Content starts

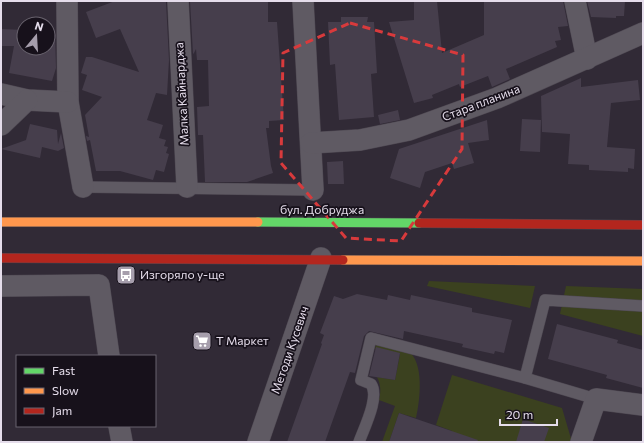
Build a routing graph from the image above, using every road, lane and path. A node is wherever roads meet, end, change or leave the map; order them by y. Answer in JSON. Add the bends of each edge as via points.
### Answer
{"nodes":[{"id":1,"x":66,"y":1,"type":"edge"},
{"id":2,"x":178,"y":1,"type":"edge"},
{"id":3,"x":304,"y":1,"type":"edge"},
{"id":4,"x":575,"y":1,"type":"edge"},
{"id":5,"x":643,"y":33,"type":"edge"},
{"id":6,"x":587,"y":59,"type":"junction"},
{"id":7,"x":1,"y":94,"type":"edge"},
{"id":8,"x":27,"y":100,"type":"junction"},
{"id":9,"x":68,"y":102,"type":"junction"},
{"id":10,"x":1,"y":125,"type":"edge"},
{"id":11,"x":311,"y":143,"type":"junction"},
{"id":12,"x":83,"y":187,"type":"joint"},
{"id":13,"x":186,"y":188,"type":"junction"},
{"id":14,"x":313,"y":190,"type":"joint"},
{"id":15,"x":1,"y":222,"type":"edge"},
{"id":16,"x":643,"y":225,"type":"edge"},
{"id":17,"x":1,"y":258,"type":"edge"},
{"id":18,"x":321,"y":258,"type":"junction"},
{"id":19,"x":643,"y":261,"type":"edge"},
{"id":20,"x":1,"y":286,"type":"edge"},
{"id":21,"x":643,"y":306,"type":"edge"},
{"id":22,"x":109,"y":355,"type":"edge"},
{"id":23,"x":525,"y":378,"type":"junction"},
{"id":24,"x":596,"y":399,"type":"junction"},
{"id":25,"x":643,"y":405,"type":"edge"},
{"id":26,"x":120,"y":427,"type":"edge"},
{"id":27,"x":122,"y":442,"type":"edge"},
{"id":28,"x":258,"y":442,"type":"edge"},
{"id":29,"x":359,"y":442,"type":"edge"},
{"id":30,"x":582,"y":442,"type":"edge"}],
"edges":[{"from":1,"to":9,"type":"street"},
{"from":2,"to":13,"type":"street","name":"Малка Кайнарджа"},
{"from":3,"to":11,"type":"street"},
{"from":4,"to":6,"type":"street"},
{"from":5,"to":6,"type":"street","name":"Стара планина"},
{"from":6,"to":11,"type":"street","name":"Стара планина","via":[[497,98],[410,130],[360,140]]},
{"from":7,"to":8,"type":"street"},
{"from":8,"to":9,"type":"street"},
{"from":8,"to":10,"type":"street"},
{"from":9,"to":12,"type":"street"},
{"from":11,"to":14,"type":"street"},
{"from":12,"to":13,"type":"lane"},
{"from":13,"to":14,"type":"lane"},
{"from":15,"to":16,"type":"main road","name":"бул. Добруджа"},
{"from":17,"to":18,"type":"main road"},
{"from":18,"to":19,"type":"main road"},
{"from":18,"to":28,"type":"street","name":"Методи Кусевич"},
{"from":20,"to":22,"type":"street","via":[[99,285]]},
{"from":21,"to":23,"type":"lane","via":[[545,300]]},
{"from":23,"to":24,"type":"lane"},
{"from":23,"to":29,"type":"lane","via":[[370,338],[361,380],[371,384],[374,395],[372,408]]},
{"from":24,"to":25,"type":"street"},
{"from":24,"to":30,"type":"street"},
{"from":26,"to":27,"type":"street"}]}
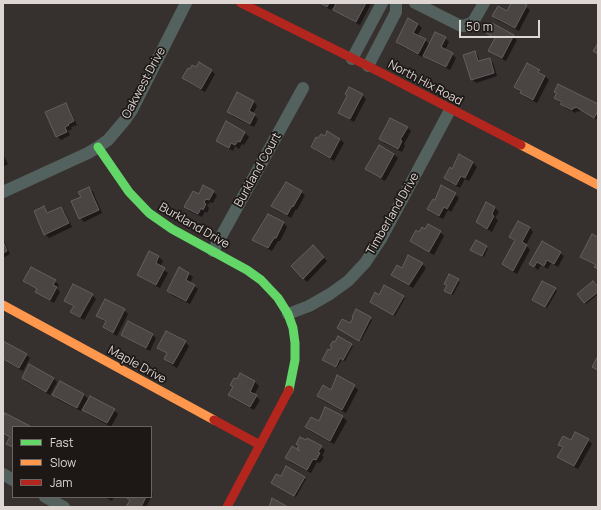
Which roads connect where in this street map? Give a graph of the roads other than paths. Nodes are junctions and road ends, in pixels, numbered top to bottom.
1 (186, 3) edge
2 (241, 3) edge
3 (382, 3) edge
4 (396, 3) edge
5 (415, 3) edge
6 (484, 3) edge
7 (352, 59) junction
8 (368, 66) junction
9 (303, 88) dead end
10 (450, 110) junction
11 (98, 147) junction
12 (598, 184) edge
13 (3, 192) edge
14 (213, 251) junction
15 (3, 305) edge
16 (288, 314) junction
17 (260, 445) junction
18 (3, 474) edge
19 (12, 479) edge
20 (47, 498) edge
21 (64, 507) edge
22 (227, 507) edge

1 - 11 street, Oakwest Drive
2 - 7 street, North Hix Road
3 - 7 street
4 - 8 street
5 - 6 street
7 - 8 street, North Hix Road
8 - 10 street, North Hix Road
9 - 14 street, Burkland Court
10 - 12 street, North Hix Road
10 - 16 street, Timberland Drive
11 - 13 street, Oakwest Drive
11 - 14 street, Burkland Drive
14 - 16 street, Burkland Drive
15 - 17 street, Maple Drive
16 - 17 street
17 - 22 street
18 - 19 street
20 - 21 street

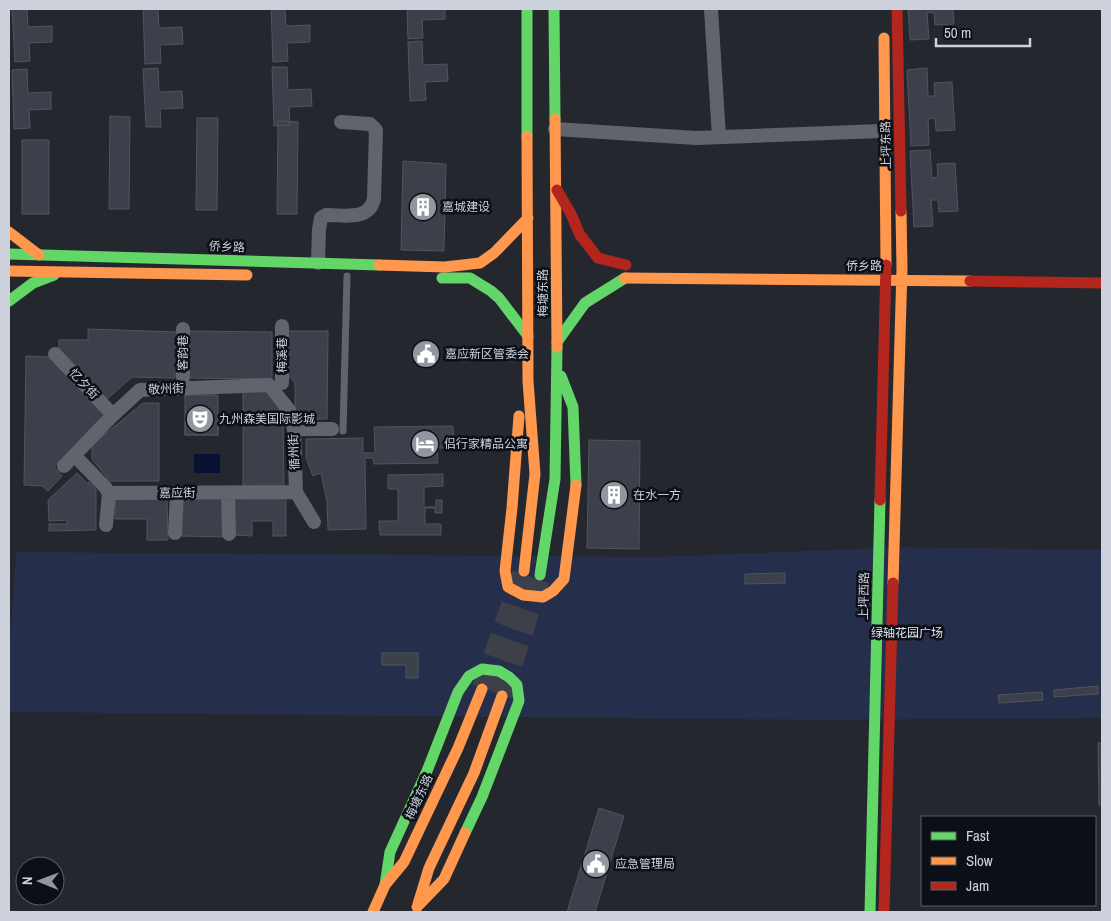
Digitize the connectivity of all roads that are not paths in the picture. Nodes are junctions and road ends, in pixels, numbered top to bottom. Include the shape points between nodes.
1 (527, 9) edge
2 (554, 9) edge
3 (711, 9) edge
4 (897, 9) edge
5 (884, 28) dead end
6 (341, 122) dead end
7 (555, 129) junction
8 (881, 131) dead end
9 (719, 137) junction
10 (556, 188) junction
11 (528, 218) junction
12 (9, 232) edge
13 (9, 254) edge
14 (39, 255) junction
15 (318, 263) junction
16 (631, 265) dead end
17 (906, 268) junction
18 (9, 271) edge
19 (63, 272) junction
20 (444, 272) junction
21 (882, 272) junction
22 (259, 275) dead end
23 (347, 276) dead end
24 (376, 276) dead end
25 (901, 280) junction
26 (1102, 283) edge
27 (9, 301) edge
28 (282, 326) dead end
29 (183, 329) dead end
30 (528, 336) junction
31 (557, 342) junction
32 (55, 354) dead end
33 (557, 366) junction
34 (182, 377) dead end
35 (528, 381) junction
36 (276, 384) junction
37 (113, 415) junction
38 (294, 429) junction
39 (338, 430) joint
40 (75, 456) junction
41 (64, 466) dead end
42 (228, 492) junction
43 (296, 492) junction
44 (109, 493) junction
45 (177, 493) junction
46 (314, 522) dead end
47 (106, 526) dead end
48 (176, 533) dead end
49 (229, 534) dead end
50 (524, 571) tunnel mouth
51 (540, 576) tunnel mouth
52 (482, 689) tunnel mouth
53 (502, 696) tunnel mouth
54 (385, 885) junction
55 (416, 909) edge
56 (373, 912) edge
57 (870, 912) edge
58 (884, 912) edge

1 - 11 street, 梅塘东路
2 - 7 street, 梅塘东路
3 - 9 street
4 - 17 street, 上坪东路
5 - 21 street, 上坪东路
6 - 15 street via 370,124 376,130 374,199 366,214 326,215 322,218
7 - 9 street
7 - 10 street, 梅塘东路
8 - 9 street
10 - 16 street via 580,236 598,258
10 - 31 street, 梅塘东路
11 - 20 street via 480,263
11 - 30 street, 梅塘东路
12 - 14 street
13 - 14 street, 侨乡路
14 - 15 street, 侨乡路
15 - 20 street, 侨乡路
17 - 21 street, 侨乡路
17 - 25 street, 上坪东路
18 - 19 street
19 - 22 street
19 - 27 street via 33,283
20 - 24 street
20 - 30 street via 470,278 491,291
21 - 25 street, 侨乡路
21 - 31 street, 侨乡路 via 625,278 585,303
21 - 57 street, 上坪西路
23 - 39 lane
25 - 26 street, 侨乡路
25 - 58 street
28 - 36 street, 梅溪巷
29 - 34 street, 客韵巷
30 - 35 street, 梅塘东路
31 - 33 street, 梅塘东路
32 - 37 street, 忆夕街
33 - 35 street via 573,407 577,478 564,579 543,597 523,595 508,587 505,571 519,415
33 - 51 street, 梅塘东路 via 555,479
35 - 50 street, 梅塘东路 via 534,474
36 - 37 street, 敬州街 via 140,390
36 - 38 street, 循州街
37 - 40 street, 敬州街
38 - 39 street
38 - 43 street, 循州街
40 - 41 street, 敬州街
40 - 44 street
42 - 43 street, 嘉应街
42 - 45 street, 嘉应街
42 - 49 street
43 - 46 street, 循州街
44 - 45 street, 嘉应街
44 - 47 street
45 - 48 street
52 - 54 street, 梅塘东路 via 404,862
53 - 55 street via 474,773 429,868
54 - 55 street via 390,852 458,692 469,676 482,669 499,670 517,686 519,701 514,717 444,879
54 - 56 street, 梅塘东路

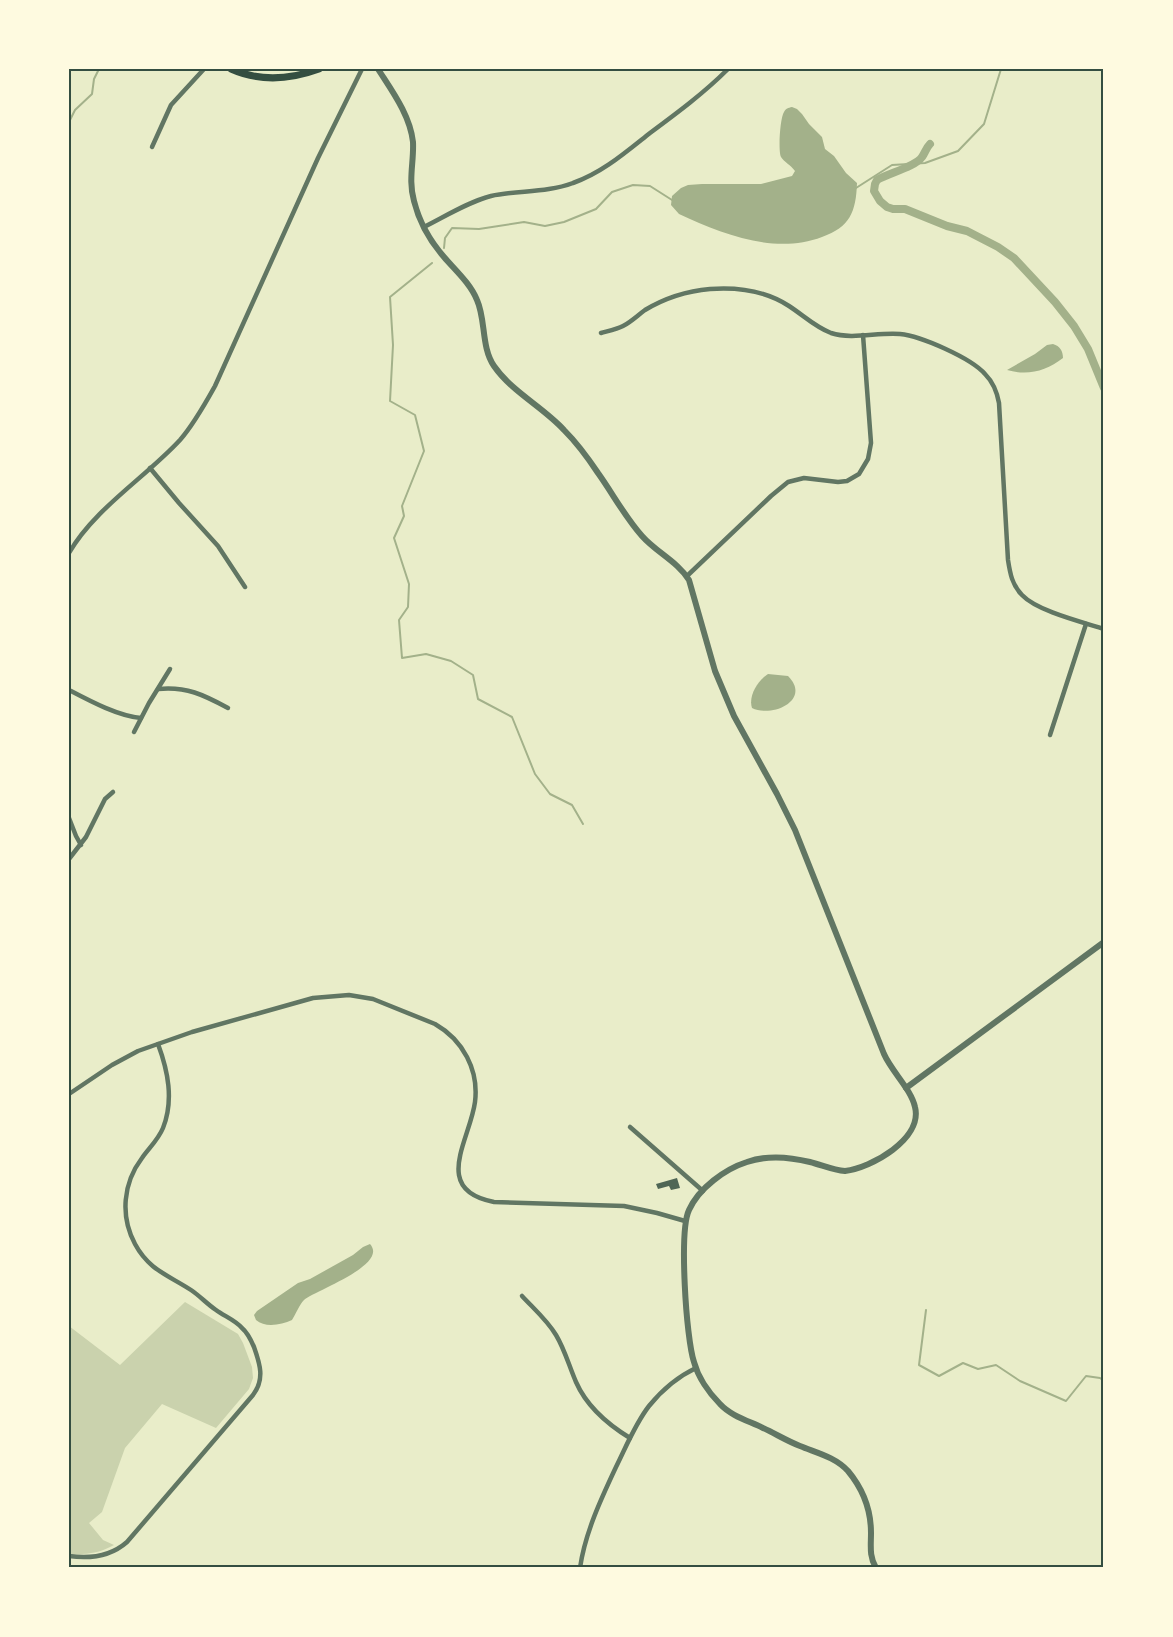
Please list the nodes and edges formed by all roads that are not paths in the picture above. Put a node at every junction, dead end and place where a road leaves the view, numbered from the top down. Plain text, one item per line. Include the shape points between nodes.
1 (204, 69) edge
2 (231, 69) edge
3 (319, 69) edge
4 (362, 69) edge
5 (378, 69) edge
6 (728, 69) edge
7 (152, 147) dead end
8 (424, 227) junction
9 (601, 333) dead end
10 (863, 335) junction
11 (150, 468) junction
12 (69, 553) edge
13 (687, 576) junction
14 (245, 587) dead end
15 (1086, 624) junction
16 (1104, 629) edge
17 (170, 669) dead end
18 (158, 689) junction
19 (69, 690) edge
20 (228, 708) dead end
21 (141, 718) junction
22 (134, 732) dead end
23 (1050, 735) dead end
24 (113, 792) dead end
25 (69, 818) edge
26 (81, 845) junction
27 (69, 859) edge
28 (1104, 942) edge
29 (158, 1044) junction
30 (906, 1088) junction
31 (69, 1094) edge
32 (630, 1127) dead end
33 (703, 1191) junction
34 (685, 1221) junction
35 (522, 1296) dead end
36 (696, 1368) junction
37 (630, 1438) junction
38 (69, 1556) edge
39 (580, 1568) edge
40 (876, 1568) edge

1 - 7 street via 171,105
2 - 3 main road via 277,78
4 - 11 street via 219,378 182,437
5 - 8 street via 410,131 411,191
6 - 8 street via 701,94 594,174 551,189 484,198
8 - 13 street via 475,296 494,366 562,428 641,534
9 - 10 street via 623,326 672,297 725,288 777,300 832,333
10 - 13 street via 871,448 862,471 854,478 838,482 804,478 788,482
10 - 15 street via 916,337 973,363 987,376 999,403 1007,549 1013,583 1031,602
11 - 12 street via 91,524
11 - 14 street via 218,546
13 - 30 street via 711,663 734,716 795,830 884,1054
15 - 16 street
15 - 23 street
17 - 18 street
18 - 20 street via 192,691
18 - 21 street
19 - 21 street
21 - 22 street
24 - 26 street via 102,804
25 - 26 street
26 - 27 street
28 - 30 street
29 - 31 street via 125,1058
29 - 34 street via 319,997 349,995 384,1002 444,1029 470,1063 475,1105 458,1168 460,1180 470,1193 494,1202 624,1206
29 - 38 street via 168,1075 167,1112 157,1139 130,1178 125,1203 129,1229 135,1245 151,1266 246,1331 260,1365 260,1378 253,1395 127,1542 102,1555
30 - 33 street via 916,1112 912,1130 902,1142 871,1162 845,1171 799,1160 757,1159 730,1170
32 - 33 street
33 - 34 street via 689,1208
34 - 36 street via 687,1316
35 - 37 street via 557,1337 590,1404
36 - 37 street via 657,1397
36 - 40 street via 725,1409 832,1459 847,1470 868,1506 871,1556
37 - 39 street via 588,1533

Content ends

• [Problem requirements]
The lines in the records above that include the word "numbered" must be copied out.

• [Finished exercise]
Which roads connect where in this street map? Give a graph of the roads other than paths. Nodes are junctions and road ends, in pixels, numbered top to bottom.
Digitize the connectivity of all roads that are not paths in the picture. Nodes are junctions and road ends, in pixels, numbered top to bottom. Include the shape points between nodes.
Please list the nodes and edges formed by all roads that are not paths in the picture above. Put a node at every junction, dead end and place where a road leaves the view, numbered from the top down. Plain text, one item per line. Include the shape points between nodes.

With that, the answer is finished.